▸ The problem
Your response should be every line from the entries that includes the string "Mianzini".

▸ Data shown

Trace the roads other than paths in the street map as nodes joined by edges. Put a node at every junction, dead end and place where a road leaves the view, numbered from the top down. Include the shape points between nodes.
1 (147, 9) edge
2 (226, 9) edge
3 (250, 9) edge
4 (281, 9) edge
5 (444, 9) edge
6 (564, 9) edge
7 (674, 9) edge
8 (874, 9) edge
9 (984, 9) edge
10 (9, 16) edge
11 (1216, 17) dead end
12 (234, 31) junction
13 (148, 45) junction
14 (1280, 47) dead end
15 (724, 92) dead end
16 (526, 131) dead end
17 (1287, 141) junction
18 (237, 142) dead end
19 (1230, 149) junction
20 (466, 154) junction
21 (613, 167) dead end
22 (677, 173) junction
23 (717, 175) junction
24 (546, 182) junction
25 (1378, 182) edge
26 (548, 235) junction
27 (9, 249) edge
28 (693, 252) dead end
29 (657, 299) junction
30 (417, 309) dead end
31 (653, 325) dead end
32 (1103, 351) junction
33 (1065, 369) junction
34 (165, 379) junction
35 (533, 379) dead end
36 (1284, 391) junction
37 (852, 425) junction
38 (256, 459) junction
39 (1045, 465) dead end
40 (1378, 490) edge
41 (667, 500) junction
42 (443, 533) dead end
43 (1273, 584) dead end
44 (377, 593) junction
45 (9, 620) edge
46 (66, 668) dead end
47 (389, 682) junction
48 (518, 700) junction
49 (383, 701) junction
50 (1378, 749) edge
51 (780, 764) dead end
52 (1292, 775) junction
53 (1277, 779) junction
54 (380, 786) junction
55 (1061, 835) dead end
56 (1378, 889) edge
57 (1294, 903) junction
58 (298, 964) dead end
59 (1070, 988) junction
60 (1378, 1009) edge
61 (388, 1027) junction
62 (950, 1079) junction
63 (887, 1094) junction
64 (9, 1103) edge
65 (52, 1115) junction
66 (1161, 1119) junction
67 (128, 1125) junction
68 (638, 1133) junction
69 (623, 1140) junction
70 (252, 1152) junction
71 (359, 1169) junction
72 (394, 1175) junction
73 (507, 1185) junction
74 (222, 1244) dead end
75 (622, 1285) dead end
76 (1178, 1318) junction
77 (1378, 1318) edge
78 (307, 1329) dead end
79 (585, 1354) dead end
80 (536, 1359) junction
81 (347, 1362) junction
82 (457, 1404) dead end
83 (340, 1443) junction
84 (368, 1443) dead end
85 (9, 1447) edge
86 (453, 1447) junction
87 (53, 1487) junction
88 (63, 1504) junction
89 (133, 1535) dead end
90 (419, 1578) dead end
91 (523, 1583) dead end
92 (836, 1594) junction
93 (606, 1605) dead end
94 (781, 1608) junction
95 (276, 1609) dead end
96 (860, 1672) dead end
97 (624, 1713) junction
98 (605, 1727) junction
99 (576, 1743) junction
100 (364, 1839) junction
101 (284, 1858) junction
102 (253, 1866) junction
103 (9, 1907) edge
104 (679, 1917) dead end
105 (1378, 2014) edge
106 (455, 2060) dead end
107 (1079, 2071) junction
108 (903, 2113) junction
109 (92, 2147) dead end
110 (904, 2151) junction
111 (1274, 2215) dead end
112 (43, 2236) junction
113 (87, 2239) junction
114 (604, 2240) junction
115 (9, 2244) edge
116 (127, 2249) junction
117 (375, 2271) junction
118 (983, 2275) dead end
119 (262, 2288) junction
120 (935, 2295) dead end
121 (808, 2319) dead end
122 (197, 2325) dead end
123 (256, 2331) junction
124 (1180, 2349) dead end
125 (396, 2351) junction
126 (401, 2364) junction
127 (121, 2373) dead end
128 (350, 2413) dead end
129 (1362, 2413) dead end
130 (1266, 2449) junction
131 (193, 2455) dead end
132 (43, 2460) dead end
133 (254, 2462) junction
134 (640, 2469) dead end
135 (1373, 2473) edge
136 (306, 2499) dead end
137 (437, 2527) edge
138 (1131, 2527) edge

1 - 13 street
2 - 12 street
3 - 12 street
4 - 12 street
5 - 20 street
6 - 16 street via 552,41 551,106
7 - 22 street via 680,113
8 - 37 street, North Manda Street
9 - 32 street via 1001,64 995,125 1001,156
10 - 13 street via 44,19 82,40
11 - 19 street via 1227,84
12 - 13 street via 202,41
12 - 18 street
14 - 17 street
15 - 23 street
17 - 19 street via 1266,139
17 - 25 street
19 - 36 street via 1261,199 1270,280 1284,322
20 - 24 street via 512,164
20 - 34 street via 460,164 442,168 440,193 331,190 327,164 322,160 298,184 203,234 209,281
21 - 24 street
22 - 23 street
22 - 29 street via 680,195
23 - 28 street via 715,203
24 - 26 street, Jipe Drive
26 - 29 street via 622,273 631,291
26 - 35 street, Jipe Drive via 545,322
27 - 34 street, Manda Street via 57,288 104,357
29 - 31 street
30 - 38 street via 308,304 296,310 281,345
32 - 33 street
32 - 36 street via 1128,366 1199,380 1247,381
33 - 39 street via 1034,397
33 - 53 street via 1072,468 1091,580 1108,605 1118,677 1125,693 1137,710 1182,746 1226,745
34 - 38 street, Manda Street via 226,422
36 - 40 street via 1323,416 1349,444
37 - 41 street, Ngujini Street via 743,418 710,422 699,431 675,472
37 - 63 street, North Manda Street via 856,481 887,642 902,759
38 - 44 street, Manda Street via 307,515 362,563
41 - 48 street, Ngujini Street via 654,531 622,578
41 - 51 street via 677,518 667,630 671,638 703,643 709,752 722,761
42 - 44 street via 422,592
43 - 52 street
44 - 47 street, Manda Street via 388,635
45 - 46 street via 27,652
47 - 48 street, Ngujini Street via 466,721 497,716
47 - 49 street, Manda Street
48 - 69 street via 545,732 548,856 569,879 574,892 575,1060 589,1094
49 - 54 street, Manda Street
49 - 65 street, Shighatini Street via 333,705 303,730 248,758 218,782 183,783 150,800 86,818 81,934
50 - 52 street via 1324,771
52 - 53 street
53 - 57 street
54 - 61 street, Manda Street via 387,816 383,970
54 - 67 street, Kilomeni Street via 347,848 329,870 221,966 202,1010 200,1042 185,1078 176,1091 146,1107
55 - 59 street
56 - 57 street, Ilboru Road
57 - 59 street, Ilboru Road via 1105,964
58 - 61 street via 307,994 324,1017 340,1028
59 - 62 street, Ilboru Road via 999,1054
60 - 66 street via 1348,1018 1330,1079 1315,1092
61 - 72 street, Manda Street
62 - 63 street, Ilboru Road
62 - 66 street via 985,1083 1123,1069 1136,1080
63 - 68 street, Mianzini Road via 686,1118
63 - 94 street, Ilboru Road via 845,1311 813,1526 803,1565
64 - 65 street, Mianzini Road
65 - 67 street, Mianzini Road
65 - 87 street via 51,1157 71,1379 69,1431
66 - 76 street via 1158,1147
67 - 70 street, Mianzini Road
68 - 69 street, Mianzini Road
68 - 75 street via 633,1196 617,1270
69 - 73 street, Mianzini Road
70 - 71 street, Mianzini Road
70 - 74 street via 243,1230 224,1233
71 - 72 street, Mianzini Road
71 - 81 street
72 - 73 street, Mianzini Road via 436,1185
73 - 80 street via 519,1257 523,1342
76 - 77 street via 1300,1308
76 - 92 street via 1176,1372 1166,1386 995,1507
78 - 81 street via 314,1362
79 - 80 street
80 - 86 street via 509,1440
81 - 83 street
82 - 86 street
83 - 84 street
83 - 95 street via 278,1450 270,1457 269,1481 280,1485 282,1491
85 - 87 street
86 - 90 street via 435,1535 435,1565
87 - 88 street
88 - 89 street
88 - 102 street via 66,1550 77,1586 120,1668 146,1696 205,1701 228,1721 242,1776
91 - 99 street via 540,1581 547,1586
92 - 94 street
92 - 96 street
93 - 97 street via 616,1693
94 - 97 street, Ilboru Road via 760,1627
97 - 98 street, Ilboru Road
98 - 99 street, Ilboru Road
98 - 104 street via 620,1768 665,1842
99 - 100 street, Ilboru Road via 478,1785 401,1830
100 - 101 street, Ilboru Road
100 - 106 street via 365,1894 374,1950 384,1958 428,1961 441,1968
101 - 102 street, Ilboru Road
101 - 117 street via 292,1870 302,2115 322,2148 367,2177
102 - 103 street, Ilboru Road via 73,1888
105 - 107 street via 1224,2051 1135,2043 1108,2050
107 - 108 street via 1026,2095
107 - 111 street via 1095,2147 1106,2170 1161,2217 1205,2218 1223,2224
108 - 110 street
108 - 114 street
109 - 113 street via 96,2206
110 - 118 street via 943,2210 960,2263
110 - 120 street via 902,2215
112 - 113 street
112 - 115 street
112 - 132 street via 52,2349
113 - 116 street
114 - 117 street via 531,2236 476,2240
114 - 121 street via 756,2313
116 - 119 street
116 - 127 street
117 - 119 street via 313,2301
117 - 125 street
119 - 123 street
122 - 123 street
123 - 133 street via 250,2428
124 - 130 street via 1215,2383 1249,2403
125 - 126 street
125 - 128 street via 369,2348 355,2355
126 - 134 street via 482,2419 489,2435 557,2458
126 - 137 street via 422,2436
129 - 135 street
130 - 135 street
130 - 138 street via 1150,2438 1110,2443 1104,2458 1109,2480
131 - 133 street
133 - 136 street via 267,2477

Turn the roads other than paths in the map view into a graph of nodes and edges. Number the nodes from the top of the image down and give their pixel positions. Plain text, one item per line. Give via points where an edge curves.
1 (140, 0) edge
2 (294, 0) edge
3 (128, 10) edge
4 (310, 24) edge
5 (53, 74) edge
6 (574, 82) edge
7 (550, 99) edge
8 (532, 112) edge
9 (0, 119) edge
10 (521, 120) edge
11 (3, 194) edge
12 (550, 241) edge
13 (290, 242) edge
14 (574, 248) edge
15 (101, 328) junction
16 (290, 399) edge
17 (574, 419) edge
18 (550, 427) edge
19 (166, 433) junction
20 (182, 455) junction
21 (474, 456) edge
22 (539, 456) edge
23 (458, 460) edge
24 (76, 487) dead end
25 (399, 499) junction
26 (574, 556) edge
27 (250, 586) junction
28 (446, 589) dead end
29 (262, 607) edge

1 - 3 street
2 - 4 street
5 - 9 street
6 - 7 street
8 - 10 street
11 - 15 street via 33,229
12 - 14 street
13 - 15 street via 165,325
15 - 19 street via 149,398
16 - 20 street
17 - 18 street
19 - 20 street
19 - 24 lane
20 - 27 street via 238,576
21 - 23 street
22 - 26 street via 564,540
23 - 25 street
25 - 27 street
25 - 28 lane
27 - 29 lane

▸ Worked solution
63 - 68 street, Mianzini Road via 686,1118
64 - 65 street, Mianzini Road
65 - 67 street, Mianzini Road
67 - 70 street, Mianzini Road
68 - 69 street, Mianzini Road
69 - 73 street, Mianzini Road
70 - 71 street, Mianzini Road
71 - 72 street, Mianzini Road
72 - 73 street, Mianzini Road via 436,1185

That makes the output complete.